If you are a business owner, you know very well that it is not luck that drives success, but a combination of skills, hard work, passion, and dedication, and thus your business is one of the most valuable assets that you could probably own.

When you want to know how much the business value is worth, you know that it is not as simple as looking up for a stock price or trying to estimate its price. You will need professional help from the business valuation Vancouver specialist who knows how to do these estimations as precise and informed as possible.

But what is business valuation by the way? It is a formal process done in order to estimate the value of a certain business. When you try to understand the whole process that involves it, as well as the skills required, you will begin to understand and see it as a science. It relies on the professional judgment that weighs all aspects in business: local and national economic conditions, the nature of the business, financial performance, and the liabilities as well as the technology that could have an impact to how the judgment is made.

The following are the reasons why you need a business valuation from a specialist:

  • Estate tax purposes
  • Raising investment capital
  • Merger or sale to another entity
  • Gifting shares of a business to children
  • New shareholder or partner
  • Establishment or update of an employee stock ownership plan (ESOP)
  • Going through a divorce that affects business’ ownership

While there is no credential needed to perform this work, it is recommended that you hire a specialist with years of formal education and training as well as profound experience when it comes to business valuation. By finding the following certifications, you are mostly guaranteed the performance of the specialist: Credentials (and the certifying organizations) include ASA (Accredited Senior Appraiser – ASA). ABV (Accredited in Business Valuation – AICPA), and CVA (Certified Valuation Analyst – NACVA).

Furthermore, the specialist is able to create a judgment relying on these three different valuation approaches:

  • Income-based approach – this approach focuses on the income that a business generates.

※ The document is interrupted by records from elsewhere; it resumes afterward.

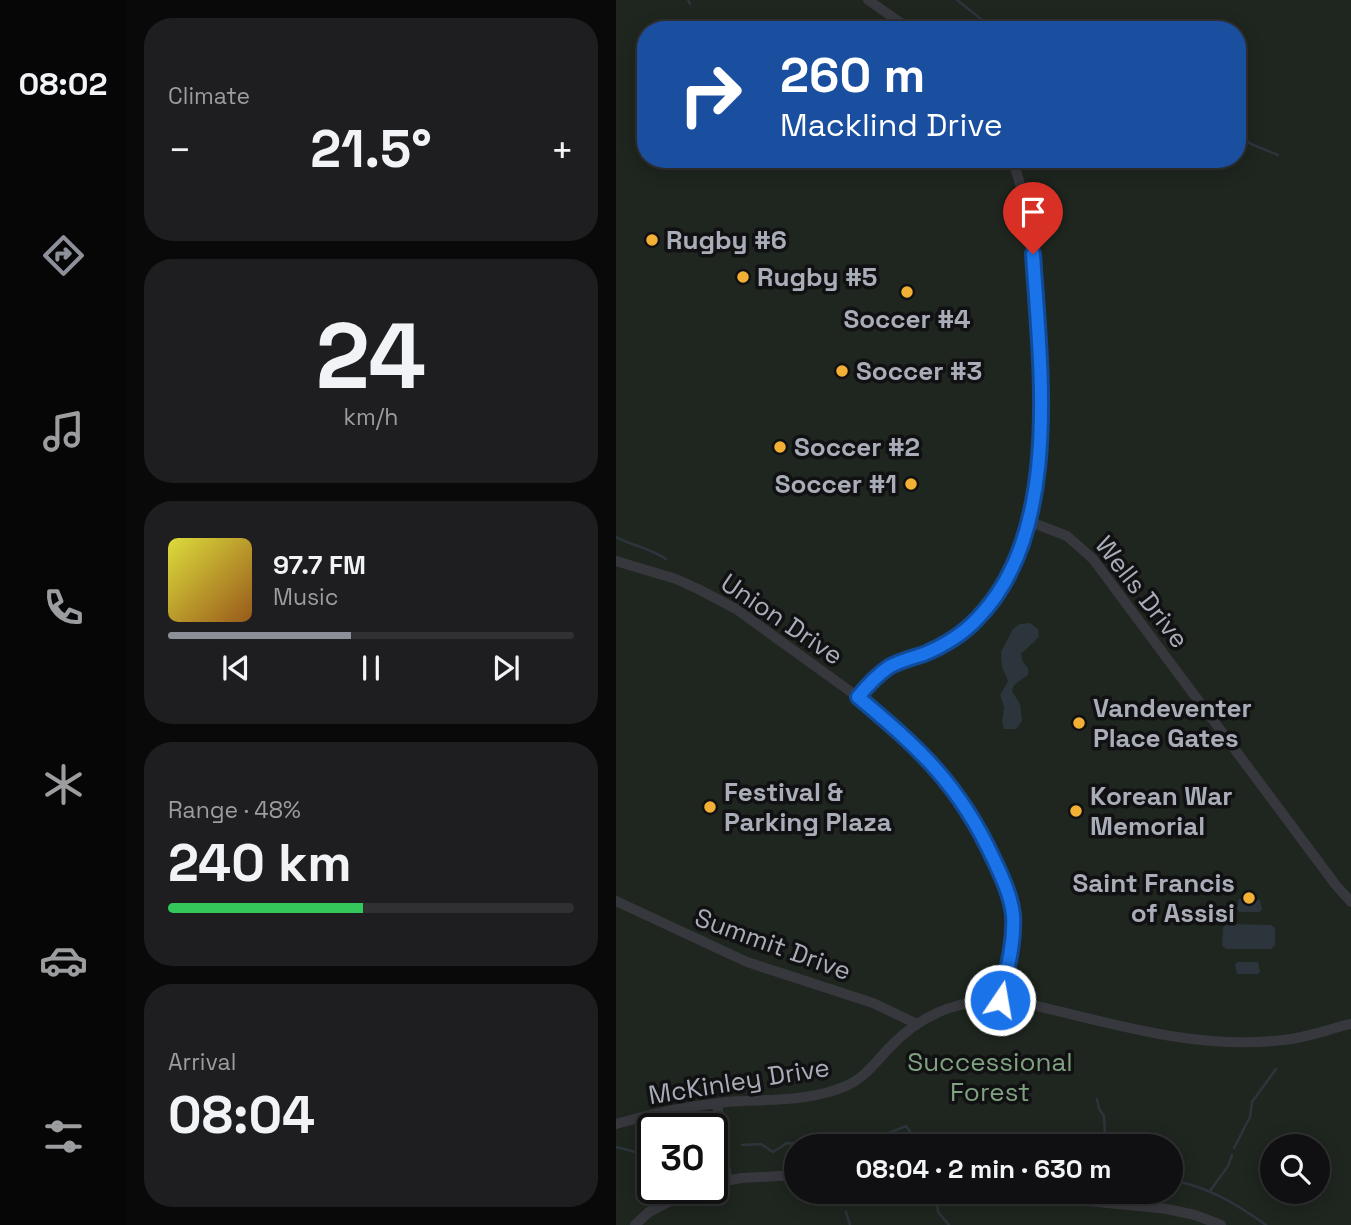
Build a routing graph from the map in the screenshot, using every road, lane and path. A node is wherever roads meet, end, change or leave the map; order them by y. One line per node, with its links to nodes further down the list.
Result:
1 (868, 0): 2 (street)
2 (898, 21)
3 (1015, 168): 4 (street)
4 (1028, 521): 6 (street); 8 (street, Wells Drive)
5 (616, 561): 6 (street, Union Drive)
6 (858, 697): 9 (street, Union Drive)
7 (616, 901): 11 (street, Summit Drive)
8 (1351, 902)
9 (1000, 1000): 10 (street, McKinley Drive); 11 (street, McKinley Drive)
10 (1351, 1022)
11 (917, 1024): 12 (street, McKinley Drive)
12 (718, 1103): 13 (street); 14 (street, McKinley Drive)
13 (719, 1113)
14 (616, 1124)
15 (784, 1176): 16 (street)
16 (728, 1180)
17 (664, 1204): 19 (street)
18 (1118, 1204): 20 (street)
19 (635, 1225)
20 (1221, 1225)

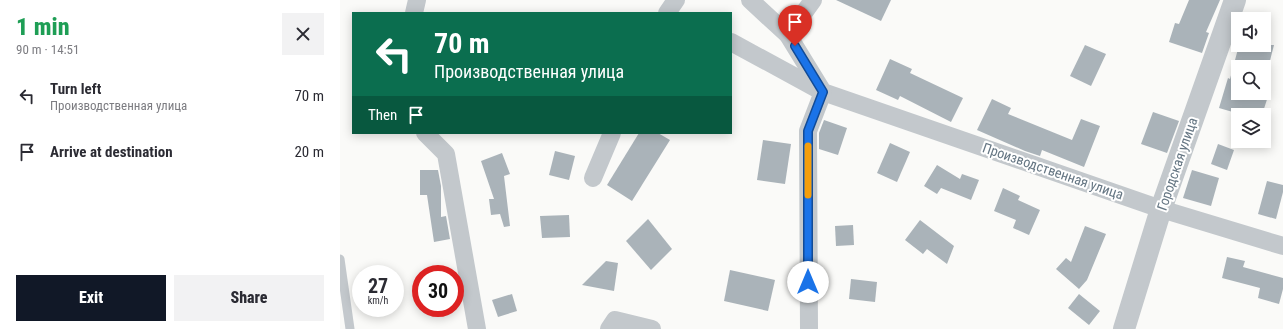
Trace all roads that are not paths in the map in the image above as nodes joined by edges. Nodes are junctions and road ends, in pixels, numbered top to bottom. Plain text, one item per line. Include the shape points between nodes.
1 (417, 0) edge
2 (750, 0) edge
3 (813, 0) edge
4 (1234, 0) edge
5 (414, 12) edge
6 (788, 35) junction
7 (732, 43) edge
8 (823, 92) junction
9 (426, 134) edge
10 (612, 134) edge
11 (593, 178) dead end
12 (1161, 208) junction
13 (1283, 246) edge
14 (340, 259) edge
15 (350, 329) edge
16 (477, 329) edge
17 (609, 329) edge
18 (652, 329) edge
19 (809, 329) edge
20 (1124, 329) edge

1 - 5 street
2 - 6 street
3 - 6 street
4 - 12 street, Городская улица
6 - 8 street
7 - 8 street, Производственная улица
8 - 12 street, Производственная улица
8 - 19 street via 808,131
9 - 16 street via 446,154
10 - 11 street
12 - 13 street, Производственная улица
12 - 20 street, Городская улица
14 - 15 lane
17 - 18 street via 615,320

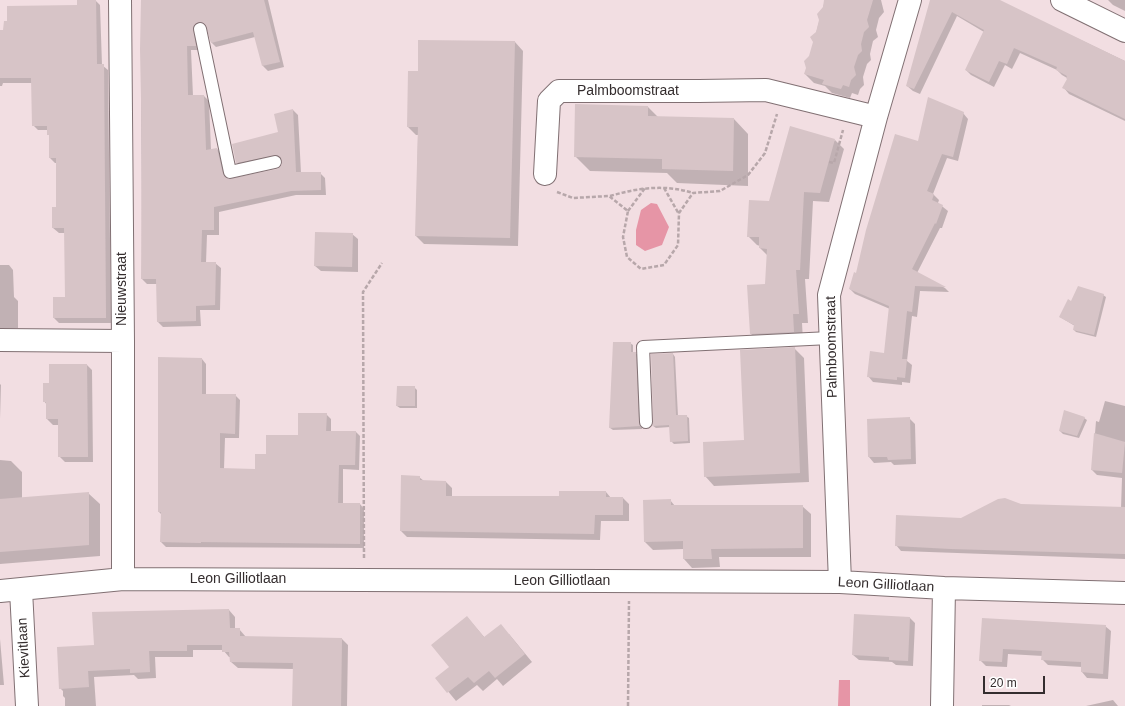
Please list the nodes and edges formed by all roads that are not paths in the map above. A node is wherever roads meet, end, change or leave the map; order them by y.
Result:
1 (120, 0) edge
2 (910, 0) edge
3 (1062, 0) edge
4 (200, 29) dead end
5 (1125, 31) edge
6 (876, 117) junction
7 (276, 162) dead end
8 (545, 174) road end
9 (830, 338) junction
10 (0, 340) edge
11 (123, 340) junction
12 (646, 422) dead end
13 (123, 579) junction
14 (840, 582) junction
15 (944, 588) junction
16 (10, 590) edge
17 (1125, 593) edge
18 (27, 706) edge
19 (942, 706) edge

1 - 11 street, Nieuwstraat
2 - 6 street, Palmboomstraat
3 - 5 street
4 - 7 lane
6 - 8 street, Palmboomstraat
6 - 9 street, Palmboomstraat
9 - 12 lane
9 - 14 street, Palmboomstraat
10 - 11 street
11 - 13 street, Nieuwstraat
13 - 14 street, Leon Gilliotlaan
13 - 16 street, Leon Gilliotlaan
14 - 15 street, Leon Gilliotlaan
15 - 17 street, Leon Gilliotlaan
15 - 19 street
16 - 18 street, Kievitlaan

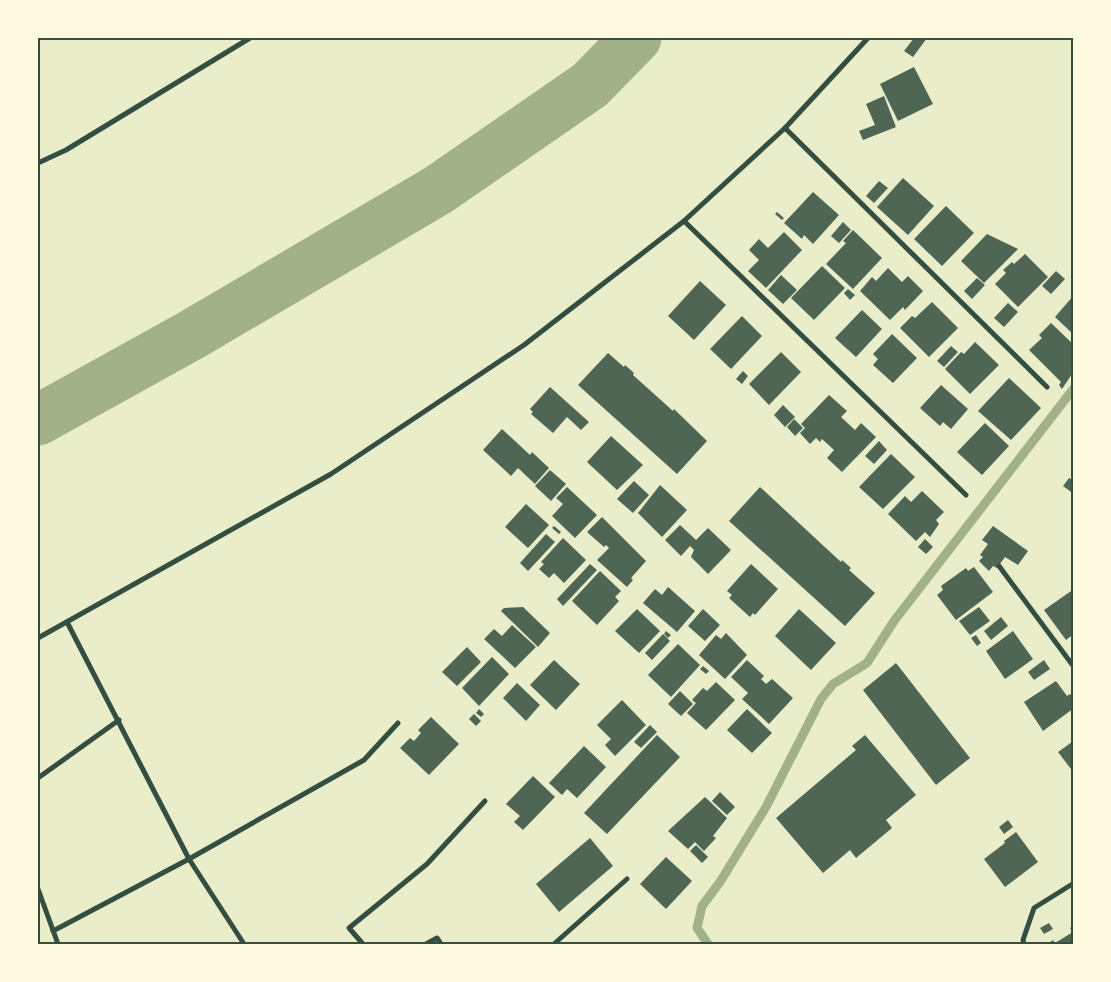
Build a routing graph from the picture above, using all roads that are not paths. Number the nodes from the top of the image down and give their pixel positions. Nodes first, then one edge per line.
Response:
1 (250, 38) edge
2 (868, 38) edge
3 (785, 128) junction
4 (38, 163) edge
5 (684, 221) junction
6 (1047, 387) dead end
7 (966, 495) dead end
8 (999, 566) dead end
9 (67, 622) junction
10 (38, 638) edge
11 (1074, 667) edge
12 (119, 720) junction
13 (398, 723) dead end
14 (38, 778) edge
15 (486, 801) dead end
16 (189, 859) junction
17 (627, 879) dead end
18 (1074, 882) edge
19 (38, 888) edge
20 (53, 931) junction
21 (361, 942) edge
22 (58, 944) edge
23 (244, 944) edge
24 (354, 944) edge
25 (426, 944) edge
26 (442, 944) edge
27 (554, 944) edge
28 (1024, 944) edge

1 - 4 street
2 - 3 street
3 - 5 street
3 - 6 street
5 - 7 street
5 - 9 street
8 - 11 street
9 - 10 street
9 - 12 street
12 - 14 street
12 - 16 street
13 - 16 street
15 - 21 street
16 - 20 street
16 - 23 street
17 - 27 street
18 - 28 street
19 - 20 street
20 - 22 street
21 - 24 street
25 - 26 street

Generally, the average of the recent data is adjusted to the hypothetical cash flows that a new owner is able to receive. This cash flow is then discounted to the present value. In other instances, projecting the income of the future can also be used with the given data and factors
  • The asset-based approach – used to determine the fair market value of the asset and commonly results in the lowest value of a business. This method looks at the collection of assets that affect how the business will run in the future. This method is mainly used to set a floor for the value of a business.
  • Market approach – this method uses the recent sales of comparable businesses as reported in databases and reflect some differences between the business being valued and the businesses sold in the market. This method is effective when there is a good number of businesses that can be used to compare values with.